Exhibit 99.3
AMENDMENT NO. 1 TO AMENDED AND RESTATED RIGHTS AGREEMENT
This AMENDMENT NO. 1, dated as of November 30, 1998, is between
Bankers Trust Corporation, a New York corporation (the "Corporation"), and
Xxxxxx Trust and Savings Bank, N.A., as Rights Agent (the "Rights Agent").
Recitals
WHEREAS, the Corporation and the Rights Agent are parties to
an Amended and Restated Rights Agreement, dated as of February 22, 1988,
as amended as of November 26, 1997 (the "Rights Agreement"); and
WHEREAS, Deutsche Bank AG, an Aktiengesellschaft organized
under the laws of the Federal Republic of Germany ("Parent") and the
Corporation propose to enter into an Agreement and Plan of Merger (as it
may be amended from time to time pursuant to the terms thereof, the
"Merger Agreement") pursuant to which the Corporation will merge with a
wholly-owned subsidiary of Parent (the "Merger"), and a related Stock
Option Agreement by and between the Corporation, as issuer, and Parent,
as grantee (the "Option Agreement").
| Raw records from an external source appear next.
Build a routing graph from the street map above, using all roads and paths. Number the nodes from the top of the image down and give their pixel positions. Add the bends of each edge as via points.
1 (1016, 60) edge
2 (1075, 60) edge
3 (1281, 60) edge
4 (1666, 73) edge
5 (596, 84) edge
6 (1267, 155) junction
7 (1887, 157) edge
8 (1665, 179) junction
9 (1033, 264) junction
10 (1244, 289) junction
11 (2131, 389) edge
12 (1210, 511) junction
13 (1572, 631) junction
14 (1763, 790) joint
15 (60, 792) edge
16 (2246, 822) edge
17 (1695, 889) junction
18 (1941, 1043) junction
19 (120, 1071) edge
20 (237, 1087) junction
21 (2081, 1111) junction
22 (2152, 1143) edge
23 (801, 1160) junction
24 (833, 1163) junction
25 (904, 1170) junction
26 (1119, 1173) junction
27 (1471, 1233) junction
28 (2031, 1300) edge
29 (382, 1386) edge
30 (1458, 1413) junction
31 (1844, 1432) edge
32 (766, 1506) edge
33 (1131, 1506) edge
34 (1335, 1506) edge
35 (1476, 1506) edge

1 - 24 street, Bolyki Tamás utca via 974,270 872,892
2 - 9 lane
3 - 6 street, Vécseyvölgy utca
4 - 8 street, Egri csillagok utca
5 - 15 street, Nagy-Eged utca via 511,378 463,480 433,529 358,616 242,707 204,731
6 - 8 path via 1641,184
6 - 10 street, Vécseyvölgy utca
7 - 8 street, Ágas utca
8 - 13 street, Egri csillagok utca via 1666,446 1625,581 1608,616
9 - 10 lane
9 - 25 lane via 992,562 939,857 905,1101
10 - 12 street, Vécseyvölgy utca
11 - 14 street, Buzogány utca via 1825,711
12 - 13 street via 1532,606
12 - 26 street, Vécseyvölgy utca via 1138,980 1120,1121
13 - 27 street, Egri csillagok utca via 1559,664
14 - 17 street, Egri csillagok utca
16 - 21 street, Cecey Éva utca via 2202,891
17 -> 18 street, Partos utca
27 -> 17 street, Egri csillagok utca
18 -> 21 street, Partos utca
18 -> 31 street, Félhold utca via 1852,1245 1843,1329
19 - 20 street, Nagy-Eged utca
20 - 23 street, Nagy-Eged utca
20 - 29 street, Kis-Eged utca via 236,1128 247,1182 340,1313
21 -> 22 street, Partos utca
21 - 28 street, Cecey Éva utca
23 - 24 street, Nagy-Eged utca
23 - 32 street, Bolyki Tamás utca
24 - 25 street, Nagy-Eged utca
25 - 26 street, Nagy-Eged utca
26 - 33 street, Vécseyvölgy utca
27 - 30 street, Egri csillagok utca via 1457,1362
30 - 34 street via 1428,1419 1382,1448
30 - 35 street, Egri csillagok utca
The Board of Directors of the
Corporation has approved the Merger Agreement, the Merger and the Option
Agreement; and
WHEREAS, pursuant to Section 27 of the Rights Agreement, the
Board of Directors of the Corporation has determined that an amendment
to the Rights Agreement as set forth herein is necessary and desirable
in connection with the foregoing and the Corporation and the Rights
Agent desire to evidence such amendment in writing;
NOW, THEREFORE, in consideration of the foregoing and the
mutual agreements set forth herein, the parties hereto agree as follows:
(a) Amendment of Section 1(a). Section 1(a) of the
Rights Agreement is amended to add the following sentence at the end
thereof:
"Notwithstanding anything in this Rights Agreement to the
contrary, neither Parent nor any Affiliate thereof shall be deemed
to be an Acquiring Person by virtue of (i) the consummation of the
Merger, (ii) the execution of the Merger Agreement and the Option
Agreement, or (iii) the consummation of the other transactions
contemplated in the Merger Agreement and the Option Agreement, or
any or all of the foregoing in combination."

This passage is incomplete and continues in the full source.